Molecular Modeling and Molecular Dynamics Simulation of a Packed and Intact Bacterial Microcompartment

Bacterial microcompartments (BMCs) are protein-bound organelles found in some bacteria which encapsulate enzymes for enhanced catalytic activity. These compartments spatially sequester enzymes within semi-permeable shell proteins, and are packed full of enzyme cargoes and metabolites as they fulfill their function. Coupling together recent SAXS and proteomics work, it is possible to develop molecular models for these microcompartments and interrogate enzyme and metabolite dynamics within. Our primary goal of this study is to quantify the permeability of metabolite Glyceraldehyde-3-phosphate (G3P) and dihydroxyacetone phosphate (DHAP) across the BMC shell through classical molecular dynamics simulation. The Haliangium ochraceum model of BMC shell (PDB: 6MZX) was used to modeling an intact BMC of approximately 10 million atoms.

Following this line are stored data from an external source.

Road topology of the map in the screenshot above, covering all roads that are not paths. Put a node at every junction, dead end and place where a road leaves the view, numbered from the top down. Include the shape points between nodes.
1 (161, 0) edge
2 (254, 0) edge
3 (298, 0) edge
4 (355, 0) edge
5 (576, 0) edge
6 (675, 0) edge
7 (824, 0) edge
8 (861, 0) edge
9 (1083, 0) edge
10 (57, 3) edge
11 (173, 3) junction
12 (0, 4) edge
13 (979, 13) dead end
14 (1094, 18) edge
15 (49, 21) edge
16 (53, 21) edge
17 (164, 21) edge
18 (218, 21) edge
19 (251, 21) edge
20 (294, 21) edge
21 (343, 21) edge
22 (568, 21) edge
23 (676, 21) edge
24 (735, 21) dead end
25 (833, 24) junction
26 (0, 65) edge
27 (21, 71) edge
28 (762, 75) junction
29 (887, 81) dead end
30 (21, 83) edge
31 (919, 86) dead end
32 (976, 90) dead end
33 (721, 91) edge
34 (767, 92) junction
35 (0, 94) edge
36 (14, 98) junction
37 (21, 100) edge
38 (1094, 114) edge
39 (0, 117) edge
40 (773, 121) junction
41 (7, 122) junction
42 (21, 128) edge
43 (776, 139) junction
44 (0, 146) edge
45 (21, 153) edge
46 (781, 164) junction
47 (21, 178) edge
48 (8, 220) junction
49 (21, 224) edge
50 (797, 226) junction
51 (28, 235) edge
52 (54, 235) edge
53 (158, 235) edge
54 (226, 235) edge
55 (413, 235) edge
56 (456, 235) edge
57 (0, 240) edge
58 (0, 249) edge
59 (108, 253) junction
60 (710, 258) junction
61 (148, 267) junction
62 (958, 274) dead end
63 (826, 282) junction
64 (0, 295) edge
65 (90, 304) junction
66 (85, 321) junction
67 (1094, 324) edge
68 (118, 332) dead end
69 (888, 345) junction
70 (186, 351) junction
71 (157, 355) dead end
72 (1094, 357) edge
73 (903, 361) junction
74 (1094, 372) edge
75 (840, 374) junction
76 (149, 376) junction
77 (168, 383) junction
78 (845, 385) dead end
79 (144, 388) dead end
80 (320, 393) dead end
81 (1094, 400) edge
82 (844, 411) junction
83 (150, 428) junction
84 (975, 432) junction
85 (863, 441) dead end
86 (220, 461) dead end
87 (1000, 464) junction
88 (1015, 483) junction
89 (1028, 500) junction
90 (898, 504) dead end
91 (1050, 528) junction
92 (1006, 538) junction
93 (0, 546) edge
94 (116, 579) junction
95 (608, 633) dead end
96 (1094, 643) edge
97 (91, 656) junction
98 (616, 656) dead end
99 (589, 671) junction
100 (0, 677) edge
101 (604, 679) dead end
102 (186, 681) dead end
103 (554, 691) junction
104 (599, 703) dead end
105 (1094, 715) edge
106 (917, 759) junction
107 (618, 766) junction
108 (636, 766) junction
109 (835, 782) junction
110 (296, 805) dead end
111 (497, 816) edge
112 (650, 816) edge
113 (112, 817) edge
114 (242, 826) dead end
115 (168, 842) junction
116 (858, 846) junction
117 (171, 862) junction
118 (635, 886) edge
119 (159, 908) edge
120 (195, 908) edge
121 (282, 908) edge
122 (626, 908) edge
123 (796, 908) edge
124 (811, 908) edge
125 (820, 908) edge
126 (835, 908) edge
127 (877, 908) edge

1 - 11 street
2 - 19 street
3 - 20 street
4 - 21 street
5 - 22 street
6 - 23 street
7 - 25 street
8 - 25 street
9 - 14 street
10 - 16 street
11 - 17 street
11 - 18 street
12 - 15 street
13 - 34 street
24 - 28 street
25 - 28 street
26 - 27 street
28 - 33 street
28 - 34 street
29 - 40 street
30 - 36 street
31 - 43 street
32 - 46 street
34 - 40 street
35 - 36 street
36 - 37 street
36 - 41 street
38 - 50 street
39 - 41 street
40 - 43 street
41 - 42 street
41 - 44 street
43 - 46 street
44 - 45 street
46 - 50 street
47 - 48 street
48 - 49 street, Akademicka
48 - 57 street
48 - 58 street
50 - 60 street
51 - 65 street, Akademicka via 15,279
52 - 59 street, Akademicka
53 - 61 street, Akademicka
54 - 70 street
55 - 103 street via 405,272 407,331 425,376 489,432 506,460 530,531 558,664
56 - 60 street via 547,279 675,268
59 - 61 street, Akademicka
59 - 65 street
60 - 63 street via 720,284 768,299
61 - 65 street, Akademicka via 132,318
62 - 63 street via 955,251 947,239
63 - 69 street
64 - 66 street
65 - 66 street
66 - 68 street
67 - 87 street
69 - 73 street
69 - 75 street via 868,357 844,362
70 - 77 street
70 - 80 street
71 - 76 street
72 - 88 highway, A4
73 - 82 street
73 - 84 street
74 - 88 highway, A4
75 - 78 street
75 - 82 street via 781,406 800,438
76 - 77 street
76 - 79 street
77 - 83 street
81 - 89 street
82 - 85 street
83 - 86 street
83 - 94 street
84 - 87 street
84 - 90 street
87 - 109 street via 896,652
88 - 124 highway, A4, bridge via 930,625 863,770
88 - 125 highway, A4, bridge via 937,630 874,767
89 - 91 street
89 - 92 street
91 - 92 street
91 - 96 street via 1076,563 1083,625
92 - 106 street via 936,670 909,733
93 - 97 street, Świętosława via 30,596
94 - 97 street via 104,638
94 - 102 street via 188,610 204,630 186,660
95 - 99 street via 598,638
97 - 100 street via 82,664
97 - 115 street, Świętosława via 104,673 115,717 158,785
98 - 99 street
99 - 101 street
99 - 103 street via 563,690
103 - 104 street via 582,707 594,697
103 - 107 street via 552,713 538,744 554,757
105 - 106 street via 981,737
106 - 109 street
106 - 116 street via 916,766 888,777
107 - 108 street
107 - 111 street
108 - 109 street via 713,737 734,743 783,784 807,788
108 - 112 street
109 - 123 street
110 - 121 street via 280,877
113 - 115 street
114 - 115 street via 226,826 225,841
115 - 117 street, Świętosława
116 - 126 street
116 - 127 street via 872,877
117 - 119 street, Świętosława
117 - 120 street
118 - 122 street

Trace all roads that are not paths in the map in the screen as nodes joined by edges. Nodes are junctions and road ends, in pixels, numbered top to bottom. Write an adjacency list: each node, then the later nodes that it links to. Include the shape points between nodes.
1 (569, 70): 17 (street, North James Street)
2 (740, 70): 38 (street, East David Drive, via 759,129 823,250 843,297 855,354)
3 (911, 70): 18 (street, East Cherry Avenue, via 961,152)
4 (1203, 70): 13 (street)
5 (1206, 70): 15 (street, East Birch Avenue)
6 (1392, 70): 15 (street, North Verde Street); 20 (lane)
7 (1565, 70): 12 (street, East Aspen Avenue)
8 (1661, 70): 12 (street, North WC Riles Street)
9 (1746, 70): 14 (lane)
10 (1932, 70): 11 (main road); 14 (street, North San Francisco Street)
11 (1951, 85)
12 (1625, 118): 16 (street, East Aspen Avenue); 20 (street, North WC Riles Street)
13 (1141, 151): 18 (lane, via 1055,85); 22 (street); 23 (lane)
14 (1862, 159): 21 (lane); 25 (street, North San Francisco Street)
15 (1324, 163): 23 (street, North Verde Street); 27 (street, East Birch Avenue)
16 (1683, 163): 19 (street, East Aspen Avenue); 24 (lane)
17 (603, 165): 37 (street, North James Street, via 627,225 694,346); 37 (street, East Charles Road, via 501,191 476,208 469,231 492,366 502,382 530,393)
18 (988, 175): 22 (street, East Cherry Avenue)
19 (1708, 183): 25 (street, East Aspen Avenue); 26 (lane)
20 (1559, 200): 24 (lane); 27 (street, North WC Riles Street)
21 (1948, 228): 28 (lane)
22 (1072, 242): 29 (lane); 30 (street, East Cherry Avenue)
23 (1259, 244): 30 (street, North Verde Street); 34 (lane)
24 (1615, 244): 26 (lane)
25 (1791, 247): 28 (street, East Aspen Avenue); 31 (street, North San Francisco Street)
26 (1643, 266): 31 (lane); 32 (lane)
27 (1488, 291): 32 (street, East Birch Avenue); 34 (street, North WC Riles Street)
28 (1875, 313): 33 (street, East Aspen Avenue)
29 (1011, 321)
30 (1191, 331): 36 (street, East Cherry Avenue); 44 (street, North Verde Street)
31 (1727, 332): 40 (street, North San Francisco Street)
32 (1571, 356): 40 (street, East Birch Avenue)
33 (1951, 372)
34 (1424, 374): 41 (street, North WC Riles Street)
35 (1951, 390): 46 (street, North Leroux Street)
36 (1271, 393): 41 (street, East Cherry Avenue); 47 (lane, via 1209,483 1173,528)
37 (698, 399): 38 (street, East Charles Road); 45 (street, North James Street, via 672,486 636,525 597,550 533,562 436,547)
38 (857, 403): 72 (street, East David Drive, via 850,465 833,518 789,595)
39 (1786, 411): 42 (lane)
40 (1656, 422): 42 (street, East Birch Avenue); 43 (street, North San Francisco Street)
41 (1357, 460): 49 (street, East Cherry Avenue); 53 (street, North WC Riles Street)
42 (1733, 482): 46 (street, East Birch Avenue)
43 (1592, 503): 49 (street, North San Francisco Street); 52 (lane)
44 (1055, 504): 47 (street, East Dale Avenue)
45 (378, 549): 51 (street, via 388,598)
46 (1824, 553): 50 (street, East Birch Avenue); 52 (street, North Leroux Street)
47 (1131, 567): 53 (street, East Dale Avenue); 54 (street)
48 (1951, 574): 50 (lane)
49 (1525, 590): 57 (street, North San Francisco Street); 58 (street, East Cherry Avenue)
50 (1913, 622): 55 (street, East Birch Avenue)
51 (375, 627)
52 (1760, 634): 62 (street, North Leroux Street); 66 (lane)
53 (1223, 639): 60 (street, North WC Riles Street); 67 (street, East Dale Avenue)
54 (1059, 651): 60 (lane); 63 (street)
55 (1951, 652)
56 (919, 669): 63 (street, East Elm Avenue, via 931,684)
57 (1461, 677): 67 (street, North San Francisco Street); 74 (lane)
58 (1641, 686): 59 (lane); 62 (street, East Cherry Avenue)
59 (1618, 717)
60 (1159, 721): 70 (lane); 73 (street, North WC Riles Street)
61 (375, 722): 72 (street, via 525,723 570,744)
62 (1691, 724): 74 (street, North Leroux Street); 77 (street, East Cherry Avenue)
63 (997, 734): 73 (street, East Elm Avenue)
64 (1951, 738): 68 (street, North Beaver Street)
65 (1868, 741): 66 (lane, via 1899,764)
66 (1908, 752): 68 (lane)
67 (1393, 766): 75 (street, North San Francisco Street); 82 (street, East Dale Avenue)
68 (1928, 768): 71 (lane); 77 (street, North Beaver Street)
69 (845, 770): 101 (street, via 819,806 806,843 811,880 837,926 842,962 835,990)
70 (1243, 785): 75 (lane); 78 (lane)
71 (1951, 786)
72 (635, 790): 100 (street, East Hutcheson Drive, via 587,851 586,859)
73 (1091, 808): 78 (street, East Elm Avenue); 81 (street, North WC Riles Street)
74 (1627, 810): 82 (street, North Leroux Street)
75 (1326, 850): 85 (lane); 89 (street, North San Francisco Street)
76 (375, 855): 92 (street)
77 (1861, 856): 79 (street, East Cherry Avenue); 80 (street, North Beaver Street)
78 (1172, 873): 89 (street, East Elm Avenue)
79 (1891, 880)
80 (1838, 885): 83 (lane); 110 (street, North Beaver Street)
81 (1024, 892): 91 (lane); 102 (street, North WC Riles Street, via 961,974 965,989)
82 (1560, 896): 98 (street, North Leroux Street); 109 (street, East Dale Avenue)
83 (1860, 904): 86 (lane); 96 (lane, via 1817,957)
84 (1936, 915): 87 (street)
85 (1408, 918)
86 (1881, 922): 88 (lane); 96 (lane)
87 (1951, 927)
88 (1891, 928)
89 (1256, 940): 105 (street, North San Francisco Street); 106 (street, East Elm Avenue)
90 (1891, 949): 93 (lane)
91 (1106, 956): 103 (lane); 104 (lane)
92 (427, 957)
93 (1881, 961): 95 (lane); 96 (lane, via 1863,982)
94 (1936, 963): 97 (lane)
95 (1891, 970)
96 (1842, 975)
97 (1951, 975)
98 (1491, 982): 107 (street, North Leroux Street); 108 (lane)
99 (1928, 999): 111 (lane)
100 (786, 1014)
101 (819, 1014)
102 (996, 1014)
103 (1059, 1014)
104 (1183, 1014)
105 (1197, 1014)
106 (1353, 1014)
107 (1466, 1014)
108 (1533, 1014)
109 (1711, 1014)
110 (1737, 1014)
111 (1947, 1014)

Working at this scale presented its own challenges in managing large datasets, with multiple challenges and hardware advances discussed that facilitated this work. Over approximately 750ns of aggregate simulation, we see multiple permeation events for these metabolites that were added at high concentration through the pores. When compared to independent permeability estimates for the same metabolites determined through replica exchange umbrella sampling simulations, the permeabilities varied by approximately three orders of magnitude. Regardless, the permeability coefficients for both G3P and DHAP are highly similar and very high, such that only very small concentration gradients can be maintained across the BMC shell between the cytosol and BMC interior. The large simulation systems also facilitated comparisons for molecular diffusivity in the crowded environment within the BMC shell. By our estimates, the viscosity within a packed BMC shell is at least ten-fold higher than it would be in neat solution, and is the real driver for varying permeability estimates we obtain through simulation. These findings will be used as design inputs for future bioengineering efforts to make products from BMCs.